There are two options for installing CloudForms on OpenShift:

  • During OpenShift Container Platform 3.7 installation:

    • When you install OpenShift Container Platform 3.7, you have the option to install CloudForms inside OpenShift at the time. This method leverages the Ansible installer to run and deploy the CloudForms template, instead of building the environment manually. See the OpenShift Container Platform 3.7 Release Notes for details.
  • Manual install on an existing OpenShift Container Platform environment:

    • Deploy CloudForms pods using the CloudForms template (.yaml file). This is the method described in this guide.

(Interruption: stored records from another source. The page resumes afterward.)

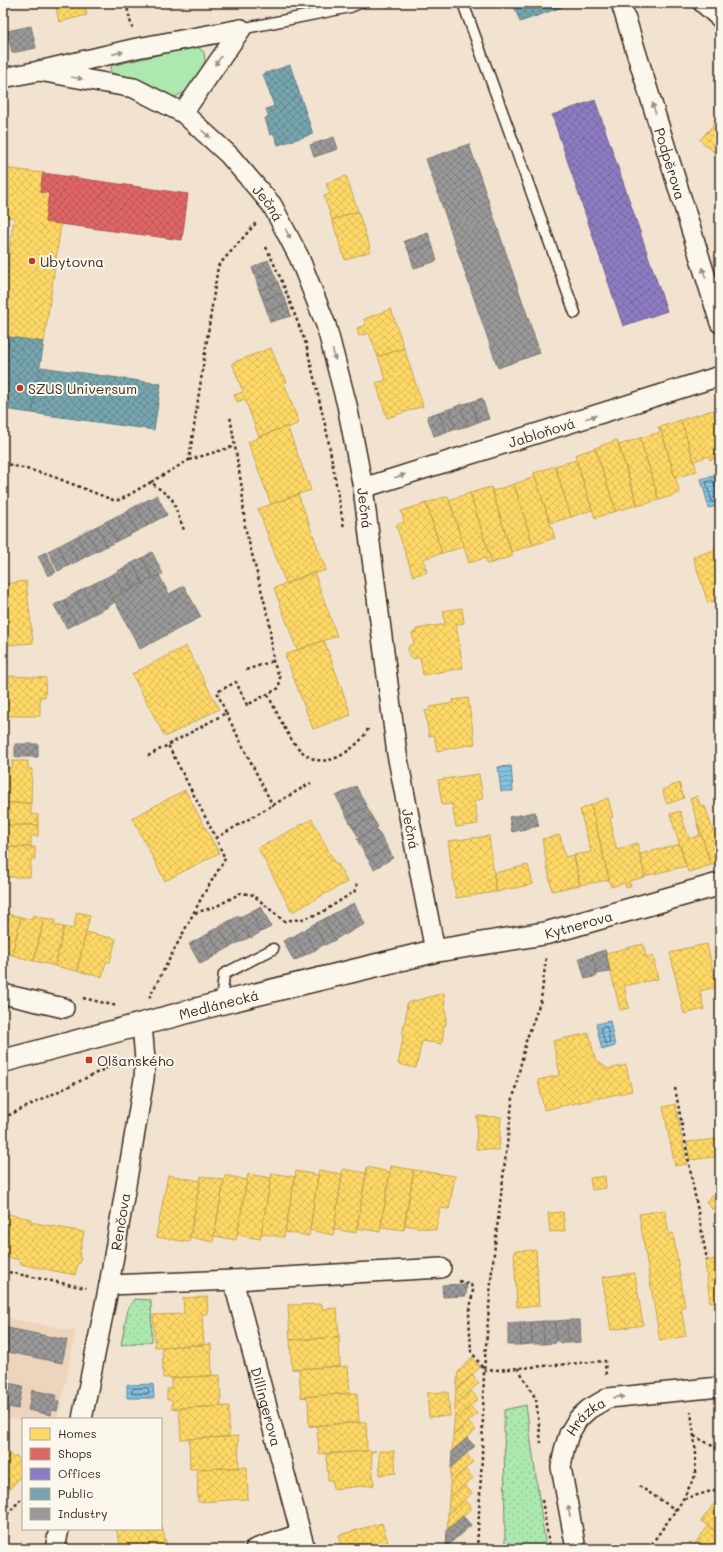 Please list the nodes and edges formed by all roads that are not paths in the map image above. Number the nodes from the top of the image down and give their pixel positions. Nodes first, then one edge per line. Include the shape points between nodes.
1 (360, 3) edge
2 (463, 3) edge
3 (621, 3) edge
4 (703, 3) edge
5 (720, 18) edge
6 (241, 29) junction
7 (39, 71) junction
8 (3, 78) edge
9 (182, 113) junction
10 (576, 313) dead end
11 (720, 323) edge
12 (720, 376) edge
13 (363, 488) junction
14 (720, 884) edge
15 (273, 949) dead end
16 (435, 951) junction
17 (3, 994) edge
18 (221, 1003) junction
19 (64, 1008) dead end
20 (142, 1024) junction
21 (3, 1061) edge
22 (441, 1268) road end
23 (232, 1280) junction
24 (109, 1285) junction
25 (720, 1387) edge
26 (82, 1418) edge
27 (59, 1530) edge
28 (303, 1541) edge
29 (55, 1549) edge
30 (255, 1549) edge
31 (576, 1549) edge

1 - 6 lane
2 - 10 lane
11 -> 3 street, Podpěrova
4 - 5 street
7 -> 6 street, Ječná via 137,48
6 -> 9 street
7 - 8 street, Ječná
7 -> 9 street, Ječná via 134,88
9 -> 13 street, Ječná via 229,155 272,205 299,257 326,325 347,405
13 -> 12 street, Jabloňová
13 - 16 street, Ječná via 397,754
14 - 16 street, Kytnerova via 547,933
15 - 18 lane via 224,974
16 - 18 street, Medlánecká
17 - 19 street
18 - 20 street, Medlánecká
20 - 21 street, Medlánecká
20 - 24 street, Renčova via 144,1079
22 - 23 street
23 - 24 street
23 - 28 street, Dillingerova
24 - 26 street, Renčova
31 -> 25 street, Hrázka via 562,1467 569,1434 578,1419 608,1398
27 - 29 street
28 - 30 street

After deployment, you can configure the CloudForms environment to use any external authentication configurations supported by CloudForms.

1.1. Prerequisites

To successfully deploy a CloudForms appliance on OpenShift Container Platform, you need a functioning OpenShift Container Platform 3.7 install with the following configured:

  • NFS or other compatible volume provider
  • A cluster-admin user
  • A regular user (such as an application developer)

OpenShift Container Platform 3.7 is required for this installation. Red Hat has not tested this procedure with earlier versions of OpenShift Container Platform.

1.1.1. Cluster Sizing

To avoid deployment failures due to resource starvation, Red Hat recommends the following minimum cluster size for a test environment:

  • 1 master node with at least 8 vCPUs and 12GB RAM
  • 2 schedulable nodes with at least 4 vCPUs and 8GB RAM
  • 25GB storage for CloudForms physical volume use

These recommendations assume CloudForms is the only application running on this cluster. Alternatively, you can provision an infrastructure node to run registry, metrics, router, and logging pods.

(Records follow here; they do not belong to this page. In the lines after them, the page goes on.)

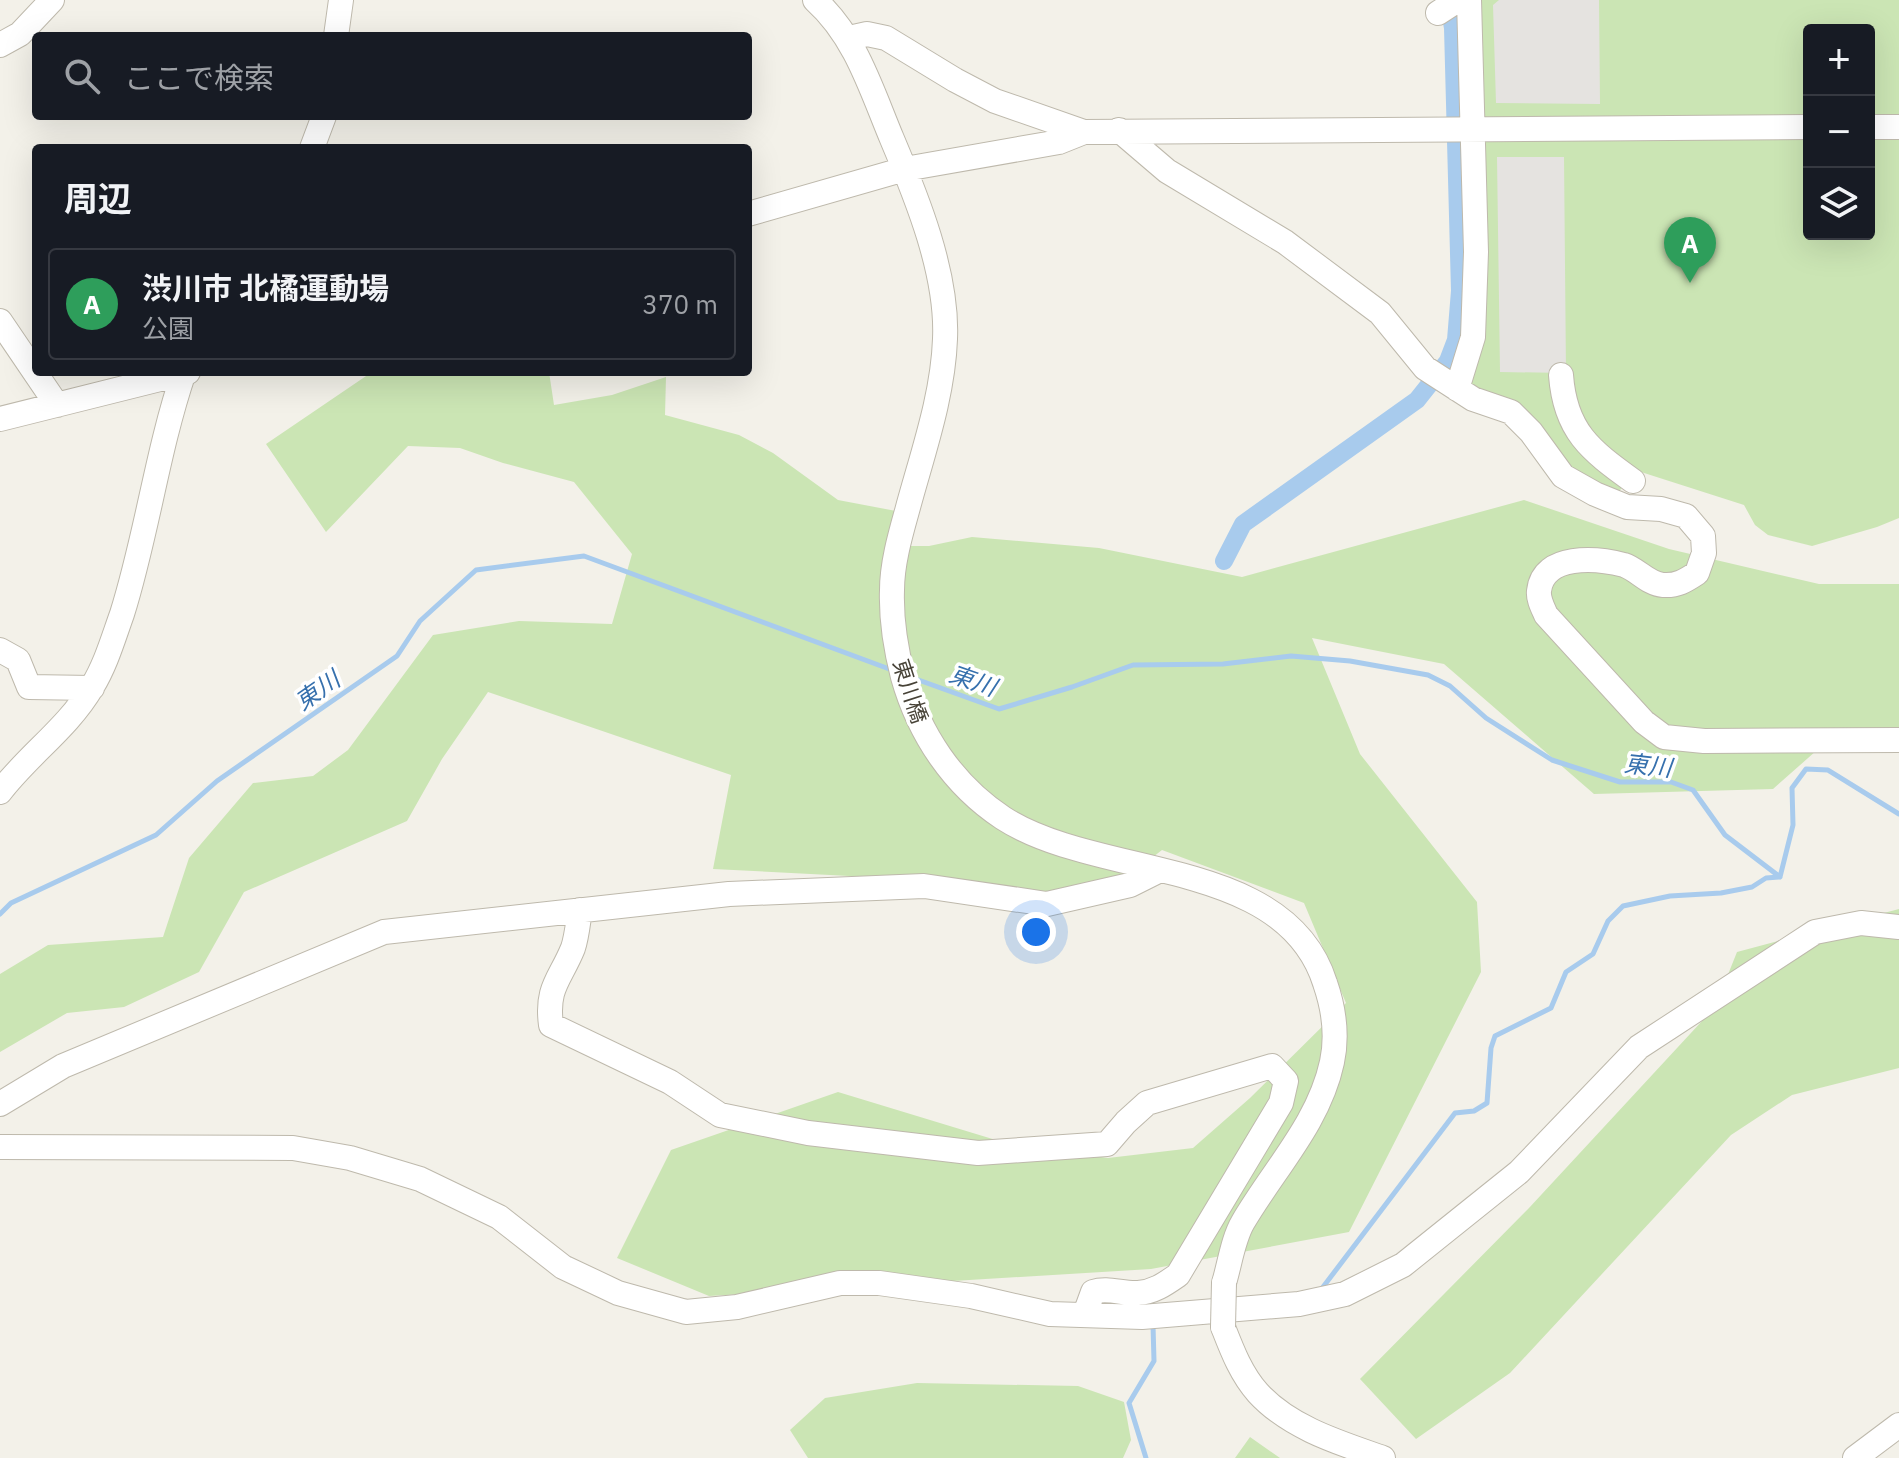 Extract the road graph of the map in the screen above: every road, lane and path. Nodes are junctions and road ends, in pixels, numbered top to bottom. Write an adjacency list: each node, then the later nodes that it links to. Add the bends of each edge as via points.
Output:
1 (52, 0): 7 (street, via 20,34)
2 (341, 0): 5 (street)
3 (815, 0): 6 (street, 東川橋)
4 (1469, 0): 12 (street)
5 (337, 32)
6 (849, 38): 14 (street, via 886,38 995,101); 16 (street, 東川橋)
7 (0, 45)
8 (322, 120): 15 (street)
9 (1803, 127): 12 (street)
10 (1875, 127): 11 (street)
11 (1899, 127)
12 (1462, 129): 13 (street); 24 (street, via 1476,252 1473,337)
13 (1119, 130): 14 (street); 24 (street, via 1167,171 1285,242 1380,313 1425,368)
14 (1084, 132): 16 (street, via 1059,142)
15 (314, 144)
16 (905, 169): 17 (street); 32 (street, 東川橋, via 934,255 945,342 892,589 896,641 912,704 941,759 1003,818 1059,845)
17 (752, 213)
18 (0, 321): 19 (street)
19 (32, 368)
20 (1561, 375): 27 (street, via 1570,421 1594,453)
21 (37, 376): 25 (street)
22 (169, 376): 25 (street)
23 (184, 376): 29 (street, via 137,565)
24 (1453, 387): 30 (street, via 1511,412 1563,476 1627,507 1686,516 1703,536 1697,573 1678,585 1658,585 1626,566 1587,559 1560,564 1543,578 1538,594 1546,615 1644,722 1664,737 1704,741)
25 (57, 405): 26 (street)
26 (0, 419)
27 (1633, 481)
28 (0, 650): 29 (street, via 18,660 29,687)
29 (92, 688): 31 (street)
30 (1899, 740)
31 (0, 792)
32 (1158, 871): 33 (street, via 1130,885 1047,904 924,886 729,894); 39 (street, 東川橋, bridge, via 1214,884 1267,908 1290,926 1320,967 1336,1031 1332,1061 1308,1125 1240,1226 1224,1283 1223,1327 1257,1392 1279,1411 1324,1437)
33 (580, 910): 35 (street, via 384,932 63,1066); 37 (street, via 573,946 552,987 551,1025 670,1082 720,1115 808,1133 978,1153 1107,1144 1147,1103 1272,1066 1286,1081 1281,1103 1178,1275 1139,1293 1093,1292)
34 (1899, 927): 37 (street, via 1861,923 1815,932 1705,1002 1639,1047 1519,1172 1403,1265 1345,1294 1299,1304 1158,1315)
35 (0, 1104)
36 (0, 1147): 37 (street, via 293,1148 350,1158 420,1179 499,1217 563,1267 618,1293 686,1312 737,1307 840,1283 879,1283 1050,1314)
37 (1085, 1314)
38 (1899, 1425): 40 (street)
39 (1383, 1458)
40 (1855, 1458)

Each CloudForms application pod will consume at least 3GB RAM on initial deployment (without providers added). RAM consumption increases depending on the appliance use. For example, after adding providers, expect higher resource consumption.

1.1.2. Limitations

The following limitations exist when deploying this version of CloudForms on OpenShift Container Platform 3.7:

  • This configuration cannot run on public OpenShift ( and OpenShift Dedicated environments) because of necessary privileges
  • The Embedded Ansible pod must run as a privileged pod
  • OpenShift cannot independently scale workers
  • A highly available database is not supported in PostgreSQL pods

1.1.3. Templates and Images

The CloudForms deployment uses .yaml template files to create the appliance, including cfme-template.yaml, which is the CloudForms template used for the deployment, and cfme-pv-example.yaml and cfme-pv-app-example.yaml, two pod volume files.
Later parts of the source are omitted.